If I would read the script for La Promesse I would perhaps find it overwrought, its story too constructed. The same thing can be said about many of the Dardennes' films, I suspect. Somehow, I never get this reaction when I watch their movies. They make me see the urgency in a specific moral situation, its different temporal stretches: we see the characters wrestling with choices and we also see in which way this is grounded in the past and in which ways it has implications for the open-ended future. The Dardennes situate their story in a socio-economic context but it should be said that this is no mere 'context'. Their reflections on class, poverty and exploitation is interwoven with the moral quandries. This is what I think make their films truly great: there is no division between 'characters' and 'surroundings' - these are organically linked in the moral universe of the film.
Howl (2010)
A far-out movie about the far-out poet Allen Ginsberg? Howl tries hard to transform the energy of beat poetry into images. It uses spaced-out cartoons to spice the whole thing up, but the result is not enchanting in the least. The entire movie chronicles the life of young Ginsberg, a shy guy in horn-rimmed glasses and ill-fitting clothes.

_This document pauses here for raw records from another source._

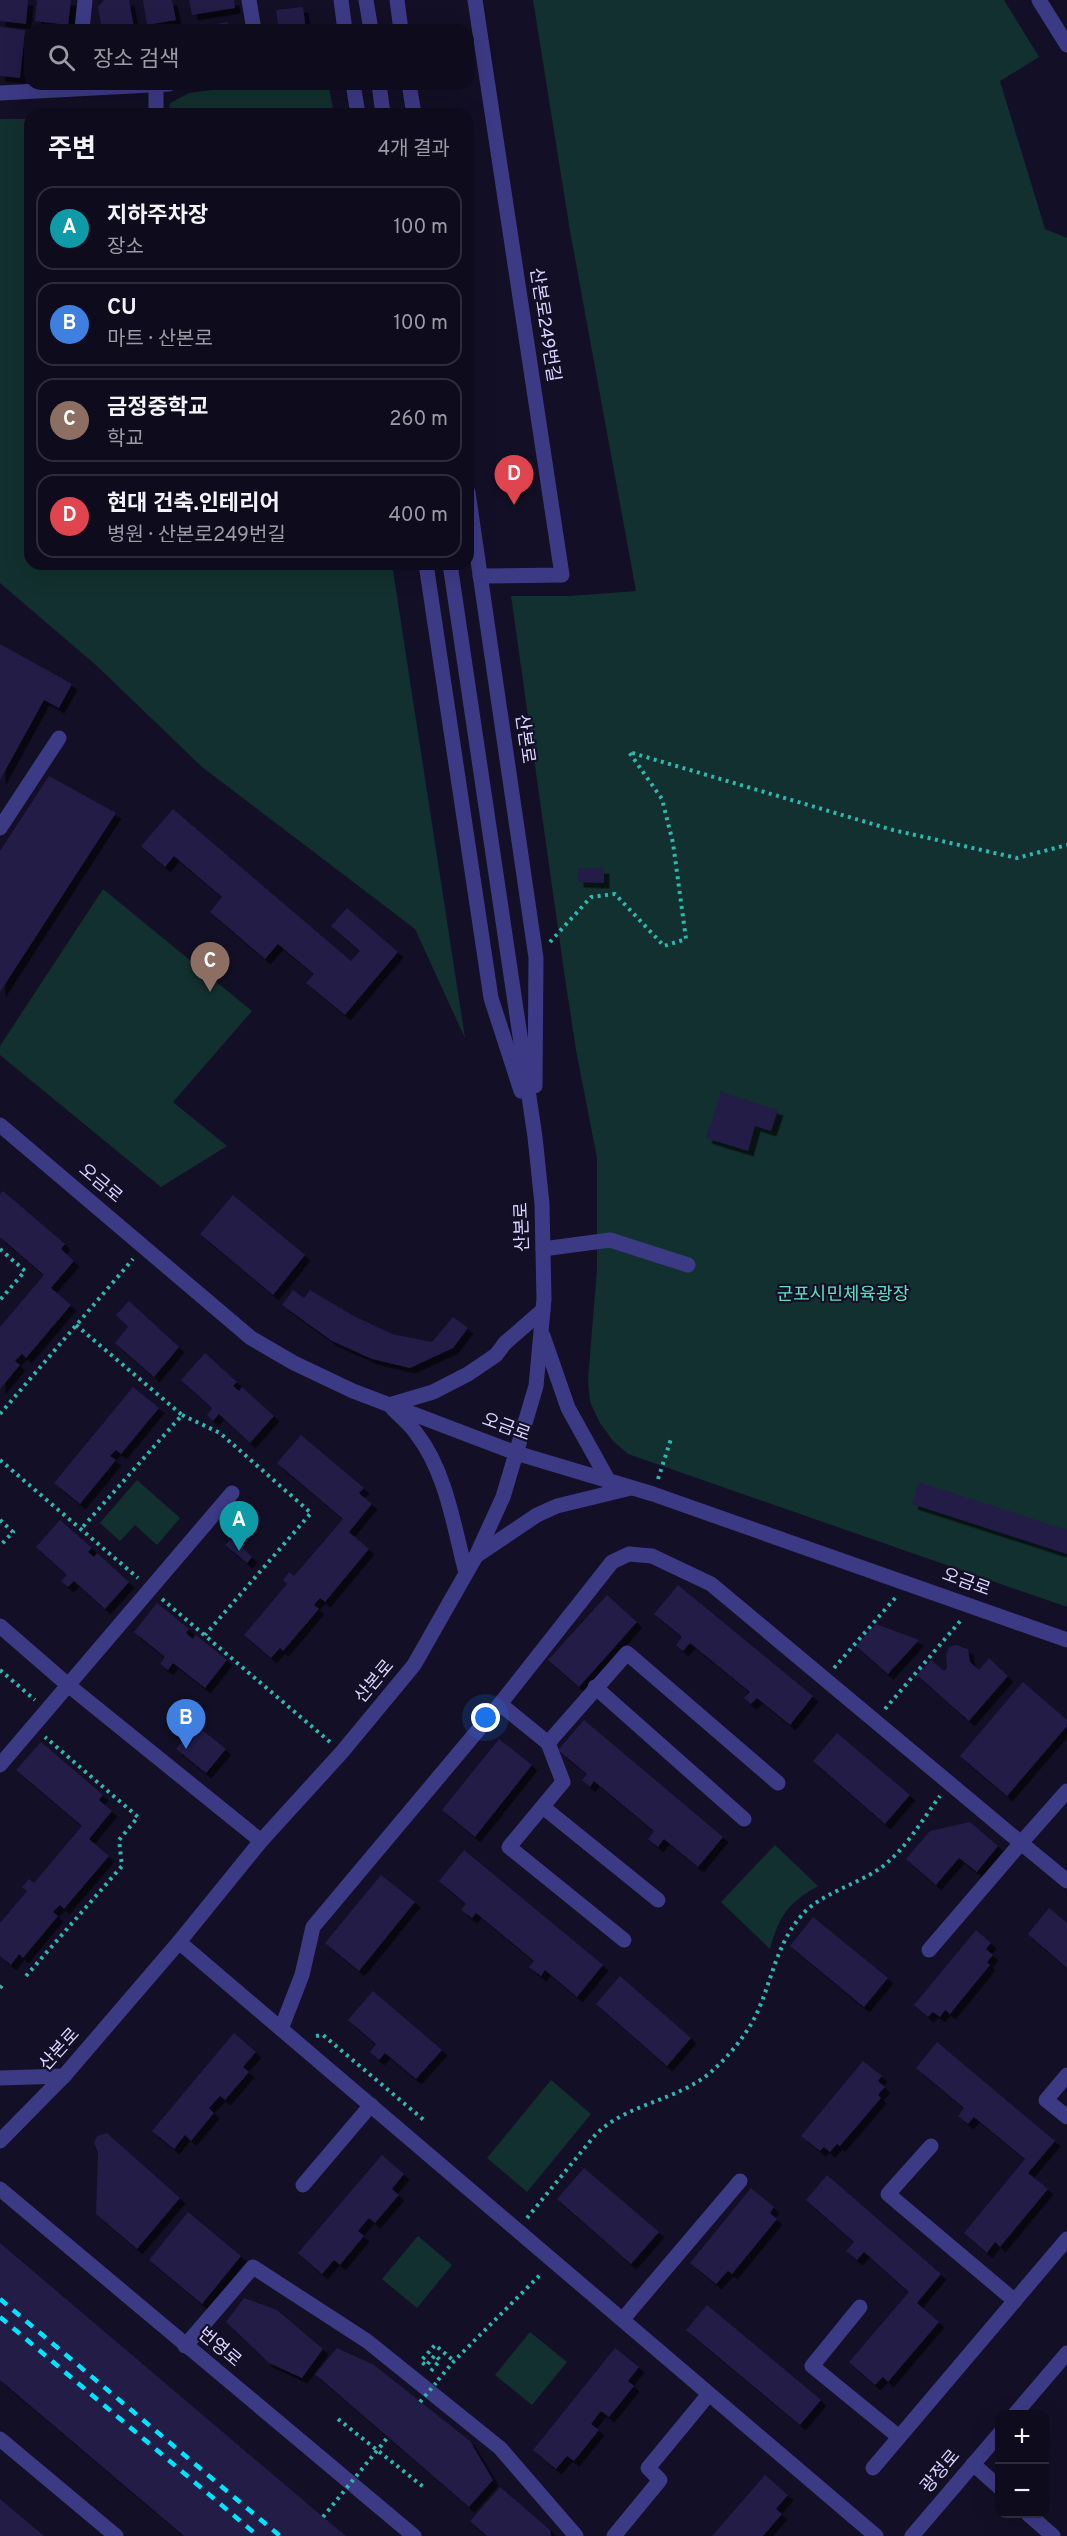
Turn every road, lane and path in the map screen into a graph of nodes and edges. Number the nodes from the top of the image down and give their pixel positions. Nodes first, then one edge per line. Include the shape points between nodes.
1 (85, 0) edge
2 (249, 0) edge
3 (341, 0) edge
4 (366, 0) edge
5 (397, 0) edge
6 (475, 0) edge
7 (1039, 0) edge
8 (83, 24) edge
9 (253, 24) edge
10 (344, 24) edge
11 (370, 24) edge
12 (400, 24) edge
13 (1067, 45) edge
14 (33, 90) edge
15 (161, 90) edge
16 (354, 90) edge
17 (380, 90) edge
18 (410, 90) edge
19 (0, 93) edge
20 (157, 108) edge
21 (357, 108) edge
22 (382, 108) edge
23 (413, 108) edge
24 (474, 534) edge
25 (427, 570) edge
26 (451, 570) edge
27 (480, 576) junction
28 (59, 738) dead end
29 (0, 828) edge
30 (1067, 845) edge
31 (536, 958) junction
32 (0, 1125) edge
33 (535, 1137) junction
34 (143, 1247) junction
35 (0, 1249) edge
36 (543, 1249) junction
37 (688, 1265) dead end
38 (0, 1300) edge
39 (543, 1310) junction
40 (76, 1325) junction
41 (541, 1331) junction
42 (389, 1405) junction
43 (0, 1414) edge
44 (183, 1415) junction
45 (672, 1439) dead end
46 (516, 1453) junction
47 (608, 1480) junction
48 (634, 1488) junction
49 (232, 1492) dead end
50 (653, 1494) junction
51 (0, 1520) edge
52 (81, 1529) dead end
53 (0, 1546) edge
54 (476, 1556) junction
55 (466, 1573) junction
56 (909, 1582) junction
57 (973, 1607) junction
58 (0, 1626) edge
59 (205, 1635) dead end
60 (1067, 1640) edge
61 (0, 1670) edge
62 (825, 1680) junction
63 (68, 1685) junction
64 (595, 1687) junction
65 (275, 1695) dead end
66 (500, 1704) junction
67 (47, 1710) junction
68 (874, 1721) junction
69 (33, 1727) junction
70 (548, 1743) junction
71 (342, 1752) junction
72 (0, 1766) edge
73 (778, 1783) dead end
74 (949, 1784) junction
75 (1067, 1791) edge
76 (543, 1807) junction
77 (744, 1819) dead end
78 (261, 1841) junction
79 (1021, 1843) junction
80 (1067, 1881) edge
81 (658, 1900) dead end
82 (624, 1940) dead end
83 (179, 1942) junction
84 (929, 1950) dead end
85 (26, 1976) dead end
86 (281, 2029) junction
87 (295, 2041) junction
88 (1067, 2075) edge
89 (64, 2076) junction
90 (0, 2079) edge
91 (371, 2106) junction
92 (1067, 2117) edge
93 (425, 2121) dead end
94 (0, 2141) edge
95 (931, 2146) dead end
96 (740, 2181) dead end
97 (303, 2185) dead end
98 (0, 2189) edge
99 (517, 2230) junction
100 (1067, 2239) edge
101 (553, 2262) junction
102 (1015, 2301) junction
103 (860, 2307) dead end
104 (623, 2319) junction
105 (186, 2346) junction
106 (1067, 2353) edge
107 (454, 2361) junction
108 (428, 2383) junction
109 (709, 2394) junction
110 (420, 2402) dead end
111 (1019, 2410) edge
112 (338, 2420) dead end
113 (899, 2437) junction
114 (388, 2438) dead end
115 (995, 2438) edge
116 (0, 2439) edge
117 (379, 2450) junction
118 (973, 2464) junction
119 (873, 2468) dead end
120 (995, 2484) edge
121 (426, 2489) dead end
122 (323, 2517) dead end
123 (1033, 2518) edge
124 (116, 2536) edge
125 (414, 2536) edge
126 (576, 2536) edge
127 (614, 2536) edge
128 (876, 2536) edge
129 (912, 2536) edge
130 (1053, 2536) edge

1 - 8 street
2 - 9 street
3 - 10 street
4 - 11 street
5 - 12 street
6 - 27 street, 산본로249번길 via 562,575
7 - 13 street
14 - 19 street
15 - 20 street
16 - 21 street
17 - 22 street
18 - 23 street
24 - 27 street, 산본로
25 - 33 street, 산본로 via 491,998
26 - 33 street, 산본로
27 - 31 street, 산본로
28 - 29 street
30 - 31 path via 1017,858 893,830 629,752 662,799 673,843 686,939 664,946 615,894 591,897
31 - 33 street, 산본로
32 - 34 street, 오금로
33 - 36 street, 산본로
34 - 40 path
34 - 42 street, 오금로 via 251,1338 294,1363
35 - 38 path via 25,1271
36 - 37 street via 610,1240
36 - 39 street, 산본로
39 - 41 street, 산본로
39 - 42 street via 496,1355 468,1374 433,1392
40 - 43 path
40 - 44 path
41 - 46 street, 산본로 via 536,1386
41 - 47 street via 568,1408
42 - 46 street, 오금로
42 - 55 street via 428,1450 447,1500
44 - 52 path
44 - 59 path via 220,1433 311,1513
45 - 50 path
46 - 47 street, 오금로
46 - 54 street, 산본로 via 503,1497
47 - 48 street, 오금로
48 - 50 street, 오금로
48 - 54 street via 557,1506
49 - 63 street
50 - 56 street, 오금로
51 - 53 path via 13,1532
54 - 55 street, 산본로
55 - 71 street, 산본로 via 414,1665
56 - 57 street, 오금로
56 - 62 path
57 - 60 street, 오금로
57 - 68 path
58 - 63 street
61 - 67 path
62 - 66 street via 711,1584 652,1556 629,1554 612,1562
62 - 68 street
63 - 67 street
63 - 78 street
64 - 70 street
64 - 73 street via 627,1653
64 - 77 street
65 - 71 path
66 - 70 street
66 - 86 street via 313,1927 302,1975
67 - 69 street
68 - 74 street
69 - 72 street
69 - 85 path via 138,1817 119,1840 122,1866
70 - 76 street via 563,1782
71 - 78 street, 산본로
74 - 79 street
74 - 99 path via 881,1868 823,1899 803,1913 788,1931 759,2008 727,2056 690,2087 608,2122
75 - 79 street
76 - 81 street
76 - 82 street via 510,1847
78 - 83 street, 산본로
79 - 80 street
79 - 84 street
83 - 86 street
83 - 89 street, 산본로
86 - 87 street
87 - 91 street
87 - 93 path via 323,2035
88 - 92 street via 1046,2100
89 - 90 street
89 - 94 street, 산본로
91 - 97 street
91 - 99 street
95 - 102 street via 888,2194
96 - 104 street
98 - 105 street, 번영로
99 - 101 street
100 - 102 street
101 - 104 street
101 - 107 path
102 - 113 street
103 - 113 street via 812,2366
104 - 109 street
105 - 108 street via 253,2268
105 - 125 street, 번영로
106 - 111 street
107 - 108 path
107 - 108 path via 435,2345 421,2361 426,2366 435,2355 440,2360
108 - 110 path, bridge
108 - 126 street via 500,2448
109 - 127 street via 648,2468 660,2480
109 - 128 street
112 - 117 path
113 - 119 street
114 - 117 path, bridge
115 - 118 street, 광정로
116 - 124 street
117 - 121 path
117 - 122 path, bridge
118 - 120 street
118 - 129 street, 광정로
123 - 130 street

My memory of the film is mostly James Franco reading Ginsberg's poems in an embarrassingly phony way while a hipcat audience in the hipcat coffeehouse cheers on and while not doing that, he is serenading a rather icy Jack Kerouac. Avoid this film! If you have a desire to look at beatniks, go watch the Coen brothers' Inside Llewelyn Davies instead. Much better film, and manages to actually be quite far-out.
Waiting... (2005)
OK so maybe I had the wrong expectations about Waiting..., a quite conventional drama/comedy. Rather than a sociological account of the insecure working conditions of the precariat, we get a film focusing on young people and their immature jargon. Almost: American Pie in a McJob setting. Still, there are some interesting things about this film and it is that it actually takes an interest in work. We meet a group of kids working in a diner. They are aware that their friends who have other jobs look down on them, and most of them try to convince themselves that this thing is just temporary. The film clearly tries to show the boredom of dead-end jobs, but instead of really looking at that existence, the film gets lost in an extravagant plot and stale jokes.